Les jours passent, la crise s'aggrave, les possibles négociations s'enlisent et les annonces au compte goutte renforcent la mobilisation des Gilets Jaunes.
Dialogue de sourds.
Les messages du Premier Ministre, des membres du gouvernement, de certains députés engagés de la majorité et/ou de représentants d'En-Marche sont inaudibles pour les Gilets Jaunes et parasités par la multiplication des annonces, les discours des oppositions et l'info en continue. Alors que la violence est apparue et s'est renforcée depuis quelques jours, l'engagement des manifestants semble leur donner les premiers résultats. Comment imaginer que la mobilisation ne s'arrête tant la dynamique créée incite à son maintien? Ce ne sont pas des annonces au goutte à goutte, des 1/2 mesures, un moratoire... qui feront cesser les mouvements et malheureusement la montée des violences dont certains profitent et que d'autres attisent ou entretiennent de façon politicienne.

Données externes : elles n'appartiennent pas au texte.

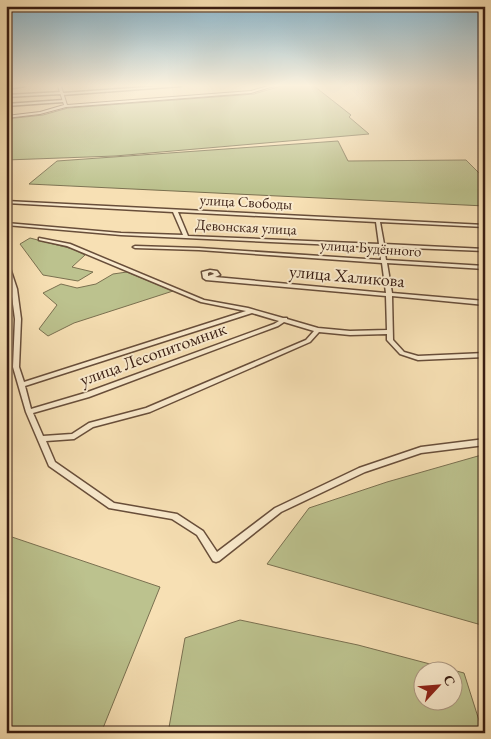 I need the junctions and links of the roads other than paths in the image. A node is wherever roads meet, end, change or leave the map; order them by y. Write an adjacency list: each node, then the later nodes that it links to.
1 (6, 202): 2 (street, улица Свободы)
2 (175, 211): 3 (street, улица Свободы); 6 (street)
3 (378, 221): 5 (street, улица Свободы); 8 (street)
4 (6, 224): 6 (street, Девонская улица)
5 (485, 226)
6 (186, 236): 8 (street, Девонская улица)
7 (41, 239): 17 (street)
8 (383, 245): 10 (street, Девонская улица); 12 (street)
9 (136, 247): 12 (street, улица Будённого)
10 (485, 250)
11 (6, 262): 22 (street)
12 (385, 262): 13 (street, улица Будённого); 15 (street)
13 (485, 268)
14 (206, 278): 15 (street, улица Халикова)
15 (389, 293): 16 (street, улица Халикова); 20 (street)
16 (485, 303)
17 (252, 311): 18 (street); 22 (street)
18 (285, 320): 19 (street); 23 (street, улица Лесопитомник)
19 (318, 330): 20 (street); 24 (street)
20 (390, 332): 21 (street)
21 (485, 355)
22 (22, 385): 23 (street)
23 (29, 412): 24 (street)
24 (42, 439): 25 (street)
25 (485, 442)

A situation sans retour, mobilisation sans limite.
Les français ne souhaitent-ils pas être considéré en adultes, responsables et non assistés? Ne souhaitent-ils pas pouvoir choisir leur mode de vie et leur façon de vivre? A l'origine, un concours de circonstance, avec l'augmentation brutale du prix du brut et la concordance défavorable des changes €/$, a créé la réaction et déclenché le mouvement qui couvait. La colère, silencieuse, ancienne, a pris brusquement de l'ampleur. L'essence a été la goutte qui fait déborder le réservoir. La fin de mois, de plus en plus tôt et difficile, est devenue à l'approche de Noël l'étincelle qui a mis le feu. Aujourd'hui, les annonces, les retours en annulation ne peuvent rien y changer. Ce n'est pas le prix du fuel, de l'essence, du gazole ou de l'énergie des mois prochains qui pose problème mais la fin du mois à venir. Au pied du mur, devant le précipice, les familles endettées, épuisées, avec des enfants à nourrir, des études à payer, des huissiers qui passent, des agios qui augmentent, ne s'en sortent plus... leur mobilisation ne s'arrêtera plus, ils n'ont rien à perdre, ils ont déjà tant perdu!
Le retour au calme, dépend encore à cette heure de votre prise de parole de Président, de mesures concrètes et immédiates.

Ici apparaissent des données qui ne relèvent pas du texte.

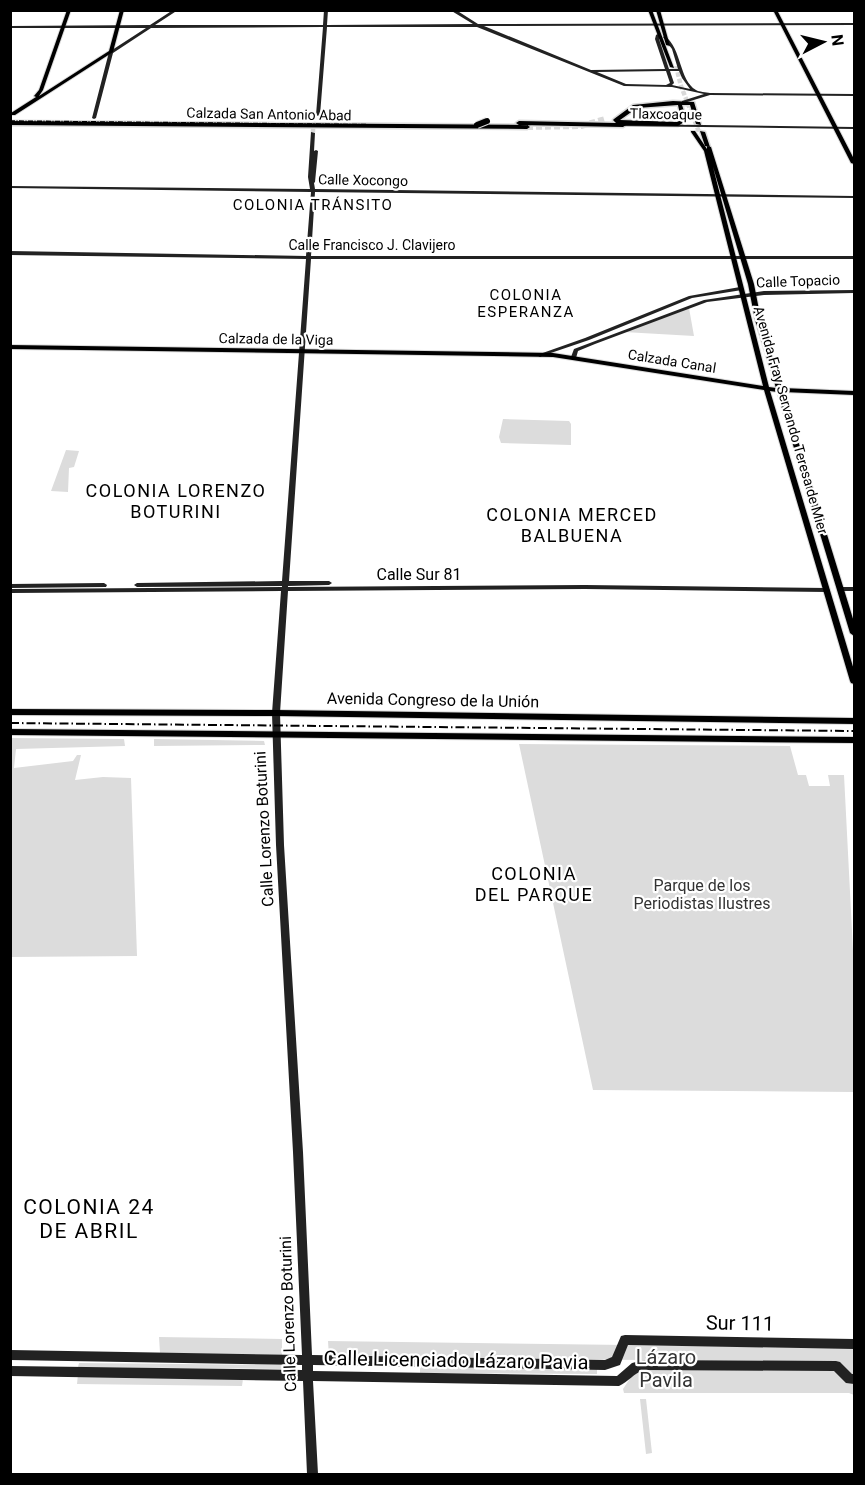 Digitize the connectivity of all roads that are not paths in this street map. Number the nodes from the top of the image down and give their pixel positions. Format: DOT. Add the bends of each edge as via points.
graph roads {
  1 [pos="69,10"];
  2 [pos="122,10"];
  3 [pos="176,10"];
  4 [pos="326,10"];
  5 [pos="452,10"];
  6 [pos="650,10"];
  7 [pos="658,10"];
  8 [pos="777,10"];
  9 [pos="653,24"];
  10 [pos="662,24"];
  11 [pos="784,24"];
  12 [pos="855,24"];
  13 [pos="325,25"];
  14 [pos="477,25"];
  15 [pos="64,26"];
  16 [pos="118,26"];
  17 [pos="151,26"];
  18 [pos="10,27"];
  19 [pos="111,52"];
  20 [pos="674,68"];
  21 [pos="590,71"];
  22 [pos="667,86"];
  23 [pos="697,91"];
  24 [pos="710,94"];
  25 [pos="822,95"];
  26 [pos="855,95"];
  27 [pos="681,104"];
  28 [pos="11,114"];
  29 [pos="316,115"];
  30 [pos="94,118"];
  31 [pos="605,119"];
  32 [pos="485,122"];
  33 [pos="10,123"];
  34 [pos="633,123"];
  35 [pos="621,125"];
  36 [pos="444,128"];
  37 [pos="527,128"];
  38 [pos="839,128"];
  39 [pos="855,128"];
  40 [pos="699,130"];
  41 [pos="315,133"];
  42 [pos="708,146"];
  43 [pos="855,152"];
  44 [pos="855,163"];
  45 [pos="10,187"];
  46 [pos="313,191"];
  47 [pos="716,196"];
  48 [pos="726,196"];
  49 [pos="855,197"];
  50 [pos="10,253"];
  51 [pos="309,257"];
  52 [pos="733,257"];
  53 [pos="743,257"];
  54 [pos="855,258"];
  55 [pos="741,292"];
  56 [pos="855,292"];
  57 [pos="753,294"];
  58 [pos="10,347"];
  59 [pos="302,351"];
  60 [pos="540,355"];
  61 [pos="574,357"];
  62 [pos="766,388"];
  63 [pos="779,390"];
  64 [pos="855,393"];
  65 [pos="390,582"];
  66 [pos="10,586"];
  67 [pos="284,586"];
  68 [pos="841,589"];
  69 [pos="855,589"];
  70 [pos="827,590"];
  71 [pos="10,591"];
  72 [pos="855,633"];
  73 [pos="855,681"];
  74 [pos="10,712"];
  75 [pos="276,712"];
  76 [pos="855,721"];
  77 [pos="10,732"];
  78 [pos="276,735"];
  79 [pos="855,740"];
  80 [pos="626,1340"];
  81 [pos="855,1344"];
  82 [pos="10,1355"];
  83 [pos="306,1360"];
  84 [pos="10,1371"];
  85 [pos="307,1375"];
  86 [pos="855,1379"];
  87 [pos="312,1474"];
  1 -- 15 [label="main road"];
  2 -- 16 [label="main road"];
  3 -- 17 [label="street"];
  4 -- 13 [label="street"];
  5 -- 14 [label="street"];
  6 -- 9 [label="main road"];
  7 -- 10 [label="main road"];
  8 -- 11 [label="main road"];
  9 -- 10 [label="street"];
  9 -- 14 [label="street"];
  9 -- 20 [label="main road"];
  10 -- 11 [label="street"];
  10 -- 20 [label="main road"];
  11 -- 12 [label="street"];
  11 -- 25 [label="main road"];
  13 -- 14 [label="street"];
  13 -- 17 [label="street"];
  13 -- 29 [label="street"];
  14 -- 21 [label="street"];
  15 -- 16 [label="street"];
  15 -- 18 [label="street"];
  15 -- 28 [label="main road" via="39,93"];
  16 -- 17 [label="street"];
  16 -- 19 [label="main road"];
  17 -- 19 [label="street"];
  19 -- 28 [label="main road"];
  19 -- 30 [label="street"];
  20 -- 21 [label="street"];
  20 -- 22 [label="street" via="672,82"];
  20 -- 23 [label="street"];
  21 -- 22 [label="street" via="625,85"];
  22 -- 23 [label="street"];
  23 -- 24 [label="street"];
  24 -- 25 [label="street"];
  24 -- 27 [label="street, Tlaxcoaque"];
  25 -- 26 [label="street"];
  25 -- 38 [label="main road"];
  27 -- 31 [label="highway, Tlaxcoaque" via="634,104"];
  27 -- 34 [label="highway, Calzada San Antonio Abad" via="681,123"];
  27 -- 34 [label="highway" via="635,106 616,118 620,123"];
  27 -- 40 [label="highway" via="694,105"];
  28 -- 30 [label="highway, Calzada San Antonio Abad"];
  30 -- 32 [label="highway, Calzada San Antonio Abad"];
  32 -- 35 [label="highway, Calzada San Antonio Abad"];
  32 -- 36 [label="highway"];
  33 -- 36 [label="highway, Calzada San Antonio Abad"];
  34 -- 35 [label="highway, Calzada San Antonio Abad"];
  35 -- 38 [label="street, Tlaxcoaque"];
  36 -- 37 [label="highway, Calzada San Antonio Abad"];
  38 -- 39 [label="street, Tlaxcoaque"];
  38 -- 43 [label="main road"];
  38 -- 44 [label="main road"];
  40 -- 42 [label="highway"];
  40 -- 47 [label="main road, Avenida Fray Servando Teresa de Mier"];
  41 -- 46 [label="street, Calle Lorenzo Boturini" via="310,177"];
  42 -- 48 [label="main road, Avenida Fray Servando Teresa de Mier"];
  45 -- 46 [label="street, Calle Xocongo"];
  46 -- 47 [label="street, Calle Xocongo"];
  46 -- 51 [label="street, Calle Lorenzo Boturini"];
  47 -- 48 [label="street, Calle Xocongo"];
  47 -- 52 [label="main road, Avenida Fray Servando Teresa de Mier"];
  48 -- 49 [label="street, Calle Xocongo"];
  48 -- 53 [label="main road, Avenida Fray Servando Teresa de Mier"];
  50 -- 51 [label="street, Calle Francisco J. Clavijero"];
  51 -- 52 [label="street, Calle Francisco J. Clavijero"];
  51 -- 59 [label="street, Calle Lorenzo Boturini"];
  52 -- 53 [label="street, Calle Francisco J. Clavijero"];
  52 -- 55 [label="main road, Avenida Fray Servando Teresa de Mier"];
  53 -- 54 [label="street, Calle Francisco J. Clavijero"];
  53 -- 55 [label="main road"];
  53 -- 57 [label="main road, Avenida Fray Servando Teresa de Mier"];
  55 -- 57 [label="street, Calle Topacio"];
  55 -- 60 [label="street, Calzada de la Viga" via="691,297"];
  55 -- 61 [label="street" via="658,318 576,350"];
  55 -- 62 [label="main road, Avenida Fray Servando Teresa de Mier"];
  56 -- 57 [label="street, Calle Topacio"];
  57 -- 63 [label="main road, Avenida Fray Servando Teresa de Mier"];
  58 -- 59 [label="main road, Calzada de la Viga"];
  59 -- 60 [label="main road, Calzada de la Viga"];
  59 -- 67 [label="street, Calle Lorenzo Boturini"];
  60 -- 61 [label="main road, Calzada de la Viga"];
  61 -- 62 [label="main road, Calzada Canal"];
  62 -- 63 [label="main road, Calzada Canal"];
  62 -- 70 [label="main road, Avenida Fray Servando Teresa de Mier"];
  63 -- 64 [label="main road, Calzada Canal"];
  63 -- 68 [label="main road, Avenida Fray Servando Teresa de Mier"];
  65 -- 67 [label="street, Calle Sur 81"];
  66 -- 67 [label="street, Calle Sur 81"];
  67 -- 70 [label="street, Calle Sur 81"];
  67 -- 71 [label="street, Calle Sur 81"];
  67 -- 75 [label="street, Calle Lorenzo Boturini"];
  68 -- 69 [label="street"];
  68 -- 72 [label="main road, Avenida Fray Servando Teresa de Mier"];
  70 -- 73 [label="main road, Avenida Fray Servando Teresa de Mier"];
  74 -- 75 [label="main road, Avenida Congreso de la Unión"];
  75 -- 76 [label="main road, Avenida Congreso de la Unión"];
  75 -- 78 [label="street, Calle Lorenzo Boturini"];
  77 -- 78 [label="main road"];
  78 -- 79 [label="main road"];
  78 -- 83 [label="street, Calle Lorenzo Boturini"];
  80 -- 81 [label="street, Sur 111"];
  80 -- 83 [label="street, Calle Licenciado Lázaro Pavia" via="616,1361 605,1365"];
  82 -- 83 [label="street, Calle Licenciado Lázaro Pavia"];
  83 -- 85 [label="street, Calle Lorenzo Boturini"];
  84 -- 85 [label="street, Calle Licenciado Lázaro Pavia"];
  85 -- 86 [label="street, Calle Licenciado Lázaro Pavia" via="619,1381 644,1365 774,1364 836,1366"];
  85 -- 87 [label="street, Calle Lorenzo Boturini"];
}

"La grande marche" a permis en son temps un diagnostic que vous connaissez. Les charges, le RSI, les fins de mois difficiles, les frais bancaires... étaient déjà là à l'époque et ne datent pas d'hier. Ce ne sont pas 18 mois qui ont permis de tout changer. Les mesures progressivement engagées pour ne pas violenter nos concitoyens et le système pourraient ne faire leur effet que d'ici 12 à 18 mois. C'est trop long. Un électrochoc est nécessaire.
Seules des annonces concrètes et à effet immédiat permettront de sortir de la crise.
L'équilibre budgétaire étant nécessaire il est facile de comprendre que les sorties devront être compensées par des entrées. Une augmentation du pouvoir d'achat, avec une potentielle augmentation de la consommation d'un côté doivent être compensées par une baisse des charges et l'annonce d'une réforme drastique de l'état de l'autre côté.
La synthèse et la conclusion vous appartiennent.
Pourquoi ne pas proposer une importante augmentation des salaires, compensée par une baisse des charges, une baisse des taxes et des impôts et une diminution correspondante de certains services publiques et du train de vie de l'état et faire valider en responsabilité cela aux français par voie référendaire?
Monsieur le Président, aussi paradoxal que cela puisse paraître, vous avez la situation en main.